Tuesday, May 18, 2010

A modestly bold proposal

I think that we (the ISH) need to be more consistent and more ambitious in producing an engaging, content-rich newsletter. Compare, for example, the past issues we have on file with the newsletters produced by some of our sibling organizations:
And reminisce about relevant newsletters that previously circulated in our circles: Sphecos, Ichnews, Chalcid Forum, Notes from Underground, and Melissa (and even more recently, Skaphion and TIGER Newsletter).

Newsletters are a great medium for healthy debates, opinion pieces, taxon requests, classifieds, advertisements (could generate some revenue?), news, anecdotes, natural history notes, photos, stories, and even poetry. While reading through the pages of the old hymenopterist newsletters I got the sense that people eagerly anticipated their next issues and were even willing to pay for its production! Is that true of the current ISH newsletter?

Recent discussions between ISH officers and select members (i.e., those who were able to attend the last two ESA meetings, at least) focused, in part, on 1) our alarming drop in membership during the last two years and 2) how we can recruit more bee and ant researchers into our ranks, as well as more non-taxonomists. A more formalized newsletter—one that is fun, enlightening, and interesting—would, perhaps, inveigle droves of outlying hymenopterists to join the Society. The newsletter could also serve as a broader forum for discussing these alarming trends, as it would reach all members who might have some constructive input. Persistent communication also encourages people to remain as members.

A plan for a newer, bolder newsletter

I propose that we set a goal of publishing TWO newsletters per year, one in the summer and one in the winter (just in time to include a dues reminder! These dates also fall between issues of JHR). The newsletters will be distributed via email as a link to a PDF hidden on the ISH website (i.e., no large attachments to clog your inbox). After 6 months the PDF will be made available to the general public, and the secretary will parse the articles into blog posts (one per article) that are published here and fed to Facebook, Twitter, and other Web resources as necessary. In this way the content reaches more people than any one medium alone. This also gives ISH members 6 full months to digest the content before the public can feed on it.

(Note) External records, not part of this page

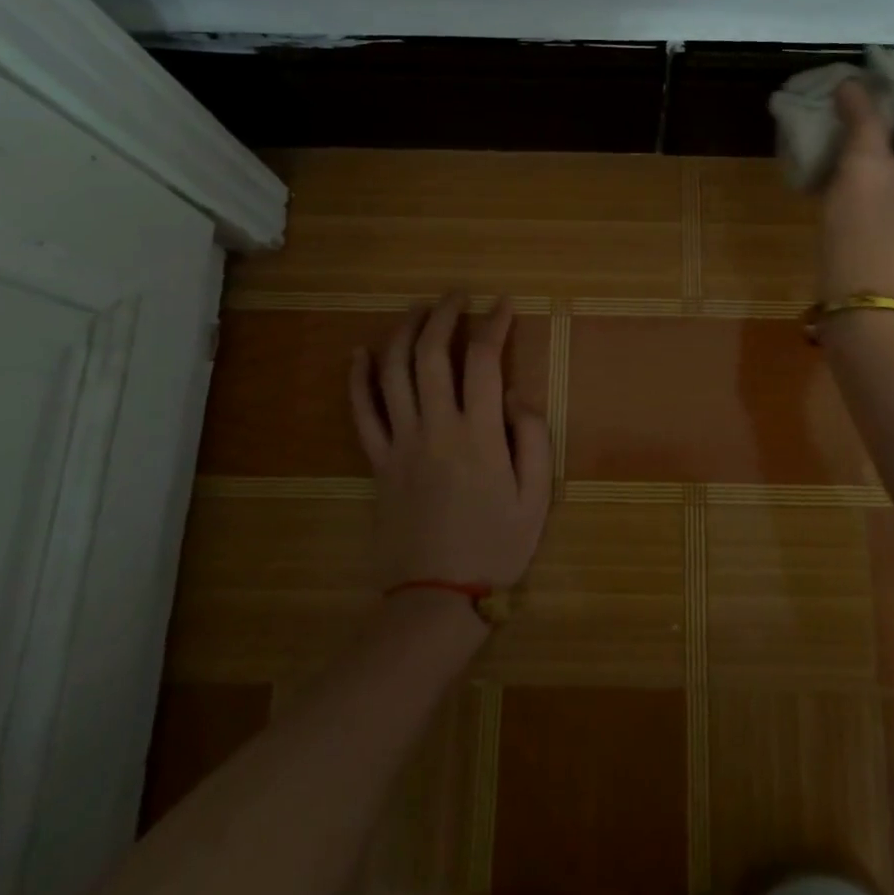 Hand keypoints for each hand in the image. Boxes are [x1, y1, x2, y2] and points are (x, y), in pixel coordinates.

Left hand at [349, 294, 551, 595]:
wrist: (436, 599)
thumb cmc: (495, 548)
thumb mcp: (536, 497)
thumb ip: (533, 438)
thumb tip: (515, 394)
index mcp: (479, 434)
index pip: (484, 361)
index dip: (495, 324)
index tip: (504, 304)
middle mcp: (435, 427)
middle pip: (431, 354)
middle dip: (444, 315)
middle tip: (457, 295)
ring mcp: (400, 443)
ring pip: (393, 373)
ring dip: (403, 333)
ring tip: (418, 310)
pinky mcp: (377, 462)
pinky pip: (361, 413)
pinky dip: (358, 379)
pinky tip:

These newsletters could be organized into sections, for example:
  • reports from the executive
  • latest ISH news
  • taxon-specific pages (i.e., recapture the glory of Sphecos and other newsletters)
  • field and museum notes
  • updates from members' lab
  • updates about Hymenoptera-related workshops (bee, ant, and Hym courses)
  • collector's corner (notes about collecting methods and localities)
  • research notes (no taxonomic descriptions though)
  • opinion pieces
  • fun and challenging questions (name that body part or name that mystery taxon)
  • Hymenoptera in art and literature
  • summary of recent and noteworthy publications in Hymenoptera research
  • book reviews

We'd accept submissions from anyone, and as secretary I am happy to serve as the editor. I'll add this item for discussion at the ISH business meeting in Kőszeg, but you can always send me your feedback before then, either as an email ( andy_deans) or as a comment to this blog post.

If there is broad support for this new effort we'll need to decide on a name for this newsletter. Do we name it after a hymenopteran? Or a body part? Or something more general? We should decide by early July, so that we can publish a summer 2010 issue!

Monday, May 17, 2010

ISH Constitution

The proposed changes to the ISH Constitution and bylaws were accepted by the membership. The new constitution can be viewed as a Google Doc and downloaded in multiple formats.